ENTRIES SHOWN Block Start

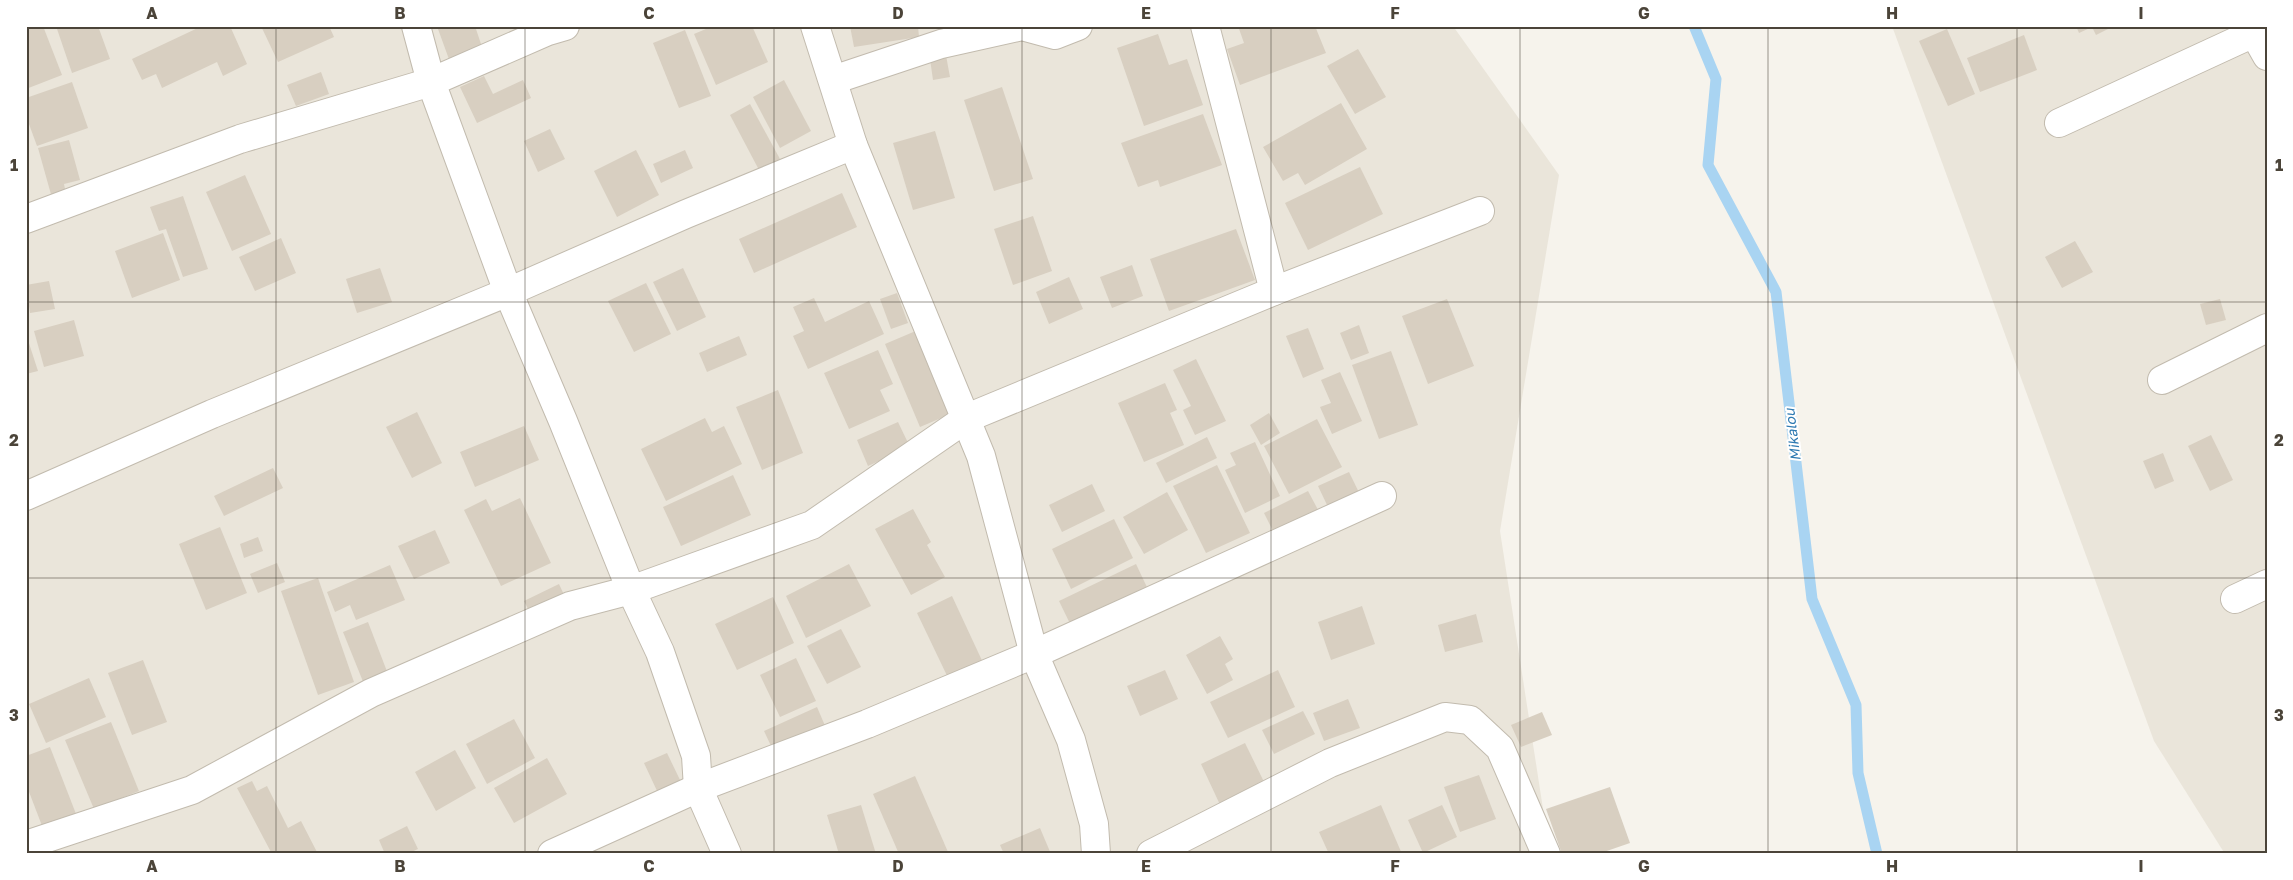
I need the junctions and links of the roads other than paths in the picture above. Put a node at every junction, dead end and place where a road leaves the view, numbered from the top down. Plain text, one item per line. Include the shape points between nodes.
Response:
1 (416, 26) edge
2 (565, 26) edge
3 (815, 26) edge
4 (1078, 26) edge
5 (1206, 26) edge
6 (2257, 29) edge
7 (2267, 56) edge
8 (833, 80) junction
9 (430, 82) junction
10 (2059, 123) dead end
11 (853, 146) junction
12 (1480, 211) dead end
13 (26, 219) edge
14 (1274, 291) junction
15 (508, 292) junction
16 (2267, 328) edge
17 (2162, 380) dead end
18 (967, 418) junction
19 (26, 496) edge
20 (1382, 496) dead end
21 (2267, 584) edge
22 (631, 590) junction
23 (2235, 599) dead end
24 (1034, 654) junction
25 (698, 788) junction
26 (26, 846) edge
27 (552, 854) edge
28 (727, 854) edge
29 (1096, 854) edge
30 (1151, 854) edge
31 (1546, 854) edge

1 - 9 street
2 - 9 street
3 - 8 street
4 - 8 street via 1055,35 1022,26 950,42
5 - 14 street
6 - 7 street
6 - 10 street
8 - 11 street
9 - 13 street via 240,139
9 - 15 street
11 - 15 street
11 - 18 street
12 - 14 street
14 - 18 street
15 - 19 street via 212,414
15 - 22 street
16 - 17 street
18 - 22 street via 812,525
18 - 24 street
20 - 24 street
21 - 23 street
22 - 25 street via 660,652 696,756
22 - 26 street via 570,606 371,693 192,790
24 - 25 street via 867,724
24 - 29 street via 1071,740 1094,824
25 - 27 street
25 - 28 street
30 - 31 street via 1330,762 1445,717 1470,720 1500,748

ENTRIES SHOWN Block End

WHAT YOU ARE ASKED TO DO
Return all records above verbatim without their pictures.

RESULT FOR THIS EXERCISE
I need the junctions and links of the roads other than paths in the picture above. Put a node at every junction, dead end and place where a road leaves the view, numbered from the top down. Plain text, one item per line. Include the shape points between nodes.
Response:
1 (416, 26) edge
2 (565, 26) edge
3 (815, 26) edge
4 (1078, 26) edge
5 (1206, 26) edge
6 (2257, 29) edge
7 (2267, 56) edge
8 (833, 80) junction
9 (430, 82) junction
10 (2059, 123) dead end
11 (853, 146) junction
12 (1480, 211) dead end
13 (26, 219) edge
14 (1274, 291) junction
15 (508, 292) junction
16 (2267, 328) edge
17 (2162, 380) dead end
18 (967, 418) junction
19 (26, 496) edge
20 (1382, 496) dead end
21 (2267, 584) edge
22 (631, 590) junction
23 (2235, 599) dead end
24 (1034, 654) junction
25 (698, 788) junction
26 (26, 846) edge
27 (552, 854) edge
28 (727, 854) edge
29 (1096, 854) edge
30 (1151, 854) edge
31 (1546, 854) edge

1 - 9 street
2 - 9 street
3 - 8 street
4 - 8 street via 1055,35 1022,26 950,42
5 - 14 street
6 - 7 street
6 - 10 street
8 - 11 street
9 - 13 street via 240,139
9 - 15 street
11 - 15 street
11 - 18 street
12 - 14 street
14 - 18 street
15 - 19 street via 212,414
15 - 22 street
16 - 17 street
18 - 22 street via 812,525
18 - 24 street
20 - 24 street
21 - 23 street
22 - 25 street via 660,652 696,756
22 - 26 street via 570,606 371,693 192,790
24 - 25 street via 867,724
24 - 29 street via 1071,740 1094,824
25 - 27 street
25 - 28 street
30 - 31 street via 1330,762 1445,717 1470,720 1500,748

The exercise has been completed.